Additionally, Muhtorov challenged his convictions on Sixth Amendment grounds. He was arrested in January 2012 and remained incarcerated for six-and-a-half years until his conviction in June 2018. Muhtorov argued the delay between his arrest and conviction violated his right to a speedy trial. 

The majority conceded that the pretrial delay “was lengthy,” especially given that he was incarcerated the whole time. But the majority concluded there was no violation of his right to a speedy trial because the delay was due to “atypical aspects” of the investigation, which prolonged the discovery process. These included the fact that Muhtorov and Jumaev sought broad discovery of their communications, resulting in thousands of hours of audio recordings that then needed to be translated from Uzbek, Tajik and Russian.

The ACLU said the 10th Circuit’s decision endangers Americans’ protections against NSA and FBI spying. “We don’t give up bedrock Fourth Amendment protections when we communicate with family, friends, and colleagues abroad, contrary to the court’s ruling today,” ACLU senior staff attorney Patrick Toomey said in a statement. “Under Section 702, the government for years has amassed our online messages, chats, and emails without a warrant, violating the constitutional rights of countless Americans, including Mr.
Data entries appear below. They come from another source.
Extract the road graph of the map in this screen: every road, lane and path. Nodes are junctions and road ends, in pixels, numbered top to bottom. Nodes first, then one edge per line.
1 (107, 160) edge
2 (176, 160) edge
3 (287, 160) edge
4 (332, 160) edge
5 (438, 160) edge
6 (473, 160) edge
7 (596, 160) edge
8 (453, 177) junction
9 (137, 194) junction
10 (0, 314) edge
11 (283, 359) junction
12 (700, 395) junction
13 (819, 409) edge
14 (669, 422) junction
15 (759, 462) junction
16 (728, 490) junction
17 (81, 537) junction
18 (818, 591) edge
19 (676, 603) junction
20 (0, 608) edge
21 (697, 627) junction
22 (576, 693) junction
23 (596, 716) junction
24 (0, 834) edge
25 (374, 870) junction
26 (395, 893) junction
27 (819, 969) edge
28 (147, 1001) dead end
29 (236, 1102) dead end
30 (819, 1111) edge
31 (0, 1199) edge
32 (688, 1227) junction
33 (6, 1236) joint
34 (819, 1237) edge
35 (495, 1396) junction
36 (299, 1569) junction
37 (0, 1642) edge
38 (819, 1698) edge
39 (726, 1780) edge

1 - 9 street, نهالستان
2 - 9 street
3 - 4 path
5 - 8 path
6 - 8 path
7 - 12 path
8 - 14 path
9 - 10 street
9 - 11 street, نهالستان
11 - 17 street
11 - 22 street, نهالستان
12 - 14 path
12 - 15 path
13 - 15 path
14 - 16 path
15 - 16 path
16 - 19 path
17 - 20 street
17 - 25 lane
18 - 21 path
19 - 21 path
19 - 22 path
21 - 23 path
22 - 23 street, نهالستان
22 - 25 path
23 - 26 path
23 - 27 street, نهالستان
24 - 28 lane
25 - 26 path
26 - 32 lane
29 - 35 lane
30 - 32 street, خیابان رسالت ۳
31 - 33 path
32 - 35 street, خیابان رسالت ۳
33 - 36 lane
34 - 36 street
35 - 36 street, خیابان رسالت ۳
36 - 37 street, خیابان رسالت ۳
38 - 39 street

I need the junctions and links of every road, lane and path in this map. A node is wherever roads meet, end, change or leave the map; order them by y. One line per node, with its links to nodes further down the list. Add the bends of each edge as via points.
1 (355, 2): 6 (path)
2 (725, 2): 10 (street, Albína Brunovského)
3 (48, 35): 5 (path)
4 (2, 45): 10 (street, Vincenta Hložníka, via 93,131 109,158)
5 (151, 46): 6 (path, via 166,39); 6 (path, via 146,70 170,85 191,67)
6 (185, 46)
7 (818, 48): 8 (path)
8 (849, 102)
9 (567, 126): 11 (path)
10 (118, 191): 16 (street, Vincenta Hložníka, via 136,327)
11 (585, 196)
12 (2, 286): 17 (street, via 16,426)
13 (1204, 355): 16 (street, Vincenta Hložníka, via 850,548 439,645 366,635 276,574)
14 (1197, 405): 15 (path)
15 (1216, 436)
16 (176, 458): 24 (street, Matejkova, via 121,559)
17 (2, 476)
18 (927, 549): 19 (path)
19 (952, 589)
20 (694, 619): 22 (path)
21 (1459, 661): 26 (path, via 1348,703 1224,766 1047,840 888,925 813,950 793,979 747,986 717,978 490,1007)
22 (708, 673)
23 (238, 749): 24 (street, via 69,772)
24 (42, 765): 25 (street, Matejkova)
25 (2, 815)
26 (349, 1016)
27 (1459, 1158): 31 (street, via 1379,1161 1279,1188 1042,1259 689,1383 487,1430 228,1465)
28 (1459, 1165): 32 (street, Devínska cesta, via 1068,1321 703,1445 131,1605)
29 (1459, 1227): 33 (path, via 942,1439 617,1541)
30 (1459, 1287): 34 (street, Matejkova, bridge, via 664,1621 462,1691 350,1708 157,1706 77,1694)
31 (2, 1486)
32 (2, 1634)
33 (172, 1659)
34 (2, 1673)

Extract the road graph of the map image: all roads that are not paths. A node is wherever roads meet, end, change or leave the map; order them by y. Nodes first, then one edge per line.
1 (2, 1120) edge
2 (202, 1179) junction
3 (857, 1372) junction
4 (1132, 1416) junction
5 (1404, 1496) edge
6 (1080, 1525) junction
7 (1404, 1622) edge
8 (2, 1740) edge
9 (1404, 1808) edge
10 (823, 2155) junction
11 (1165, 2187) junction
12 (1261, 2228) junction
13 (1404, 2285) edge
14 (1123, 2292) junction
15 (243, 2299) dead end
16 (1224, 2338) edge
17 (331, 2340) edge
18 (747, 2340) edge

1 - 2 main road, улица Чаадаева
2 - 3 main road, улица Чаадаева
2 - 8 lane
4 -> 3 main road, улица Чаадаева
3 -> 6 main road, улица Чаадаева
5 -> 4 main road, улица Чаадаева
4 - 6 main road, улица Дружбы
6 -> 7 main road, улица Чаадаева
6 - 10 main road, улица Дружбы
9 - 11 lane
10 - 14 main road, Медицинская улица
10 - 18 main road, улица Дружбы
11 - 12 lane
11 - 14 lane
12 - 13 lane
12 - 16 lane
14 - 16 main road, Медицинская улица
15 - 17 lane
Muhtorov.”

“Mass surveillance threatens all of us. The FBI and NSA don’t have a free pass to seize and sift through our most sensitive communications, and we will keep fighting to ensure they can’t violate the Constitution,” Toomey added.

Several parties filed amicus briefs in support of Muhtorov, including the Brennan Center for Justice at New York University School of Law, the National Association of Criminal Defense Lawyers and privacy and civil liberties advocates. The Electronic Frontier Foundation submitted an amicus brief on behalf of former staff of the Church Committee, the U.S. Senate committee formed in 1975 to investigate abuses by agencies including the CIA, FBI and NSA.

Senior Judge Carlos Lucero dissented, citing the majority’s “extreme departure” from “accepted norms of constitutional and procedural law affecting this case.” Lucero appeared most swayed by Muhtorov’s Sixth Amendment arguments and said he would vacate the convictions on speedy trial grounds alone. Lucero also raised “serious concerns” regarding the majority’s analysis of Muhtorov’s constitutional arguments about the Section 702 surveillance, and if not for the speedy trial issue, he would remand the case to allow the district court to further develop the record.

The 10th Circuit also affirmed Jumaev’s terrorism-related convictions on Wednesday. Like Muhtorov, Jumaev was incarcerated for years while he awaited trial. He also unsuccessfully argued that the delay violated his Sixth Amendment rights.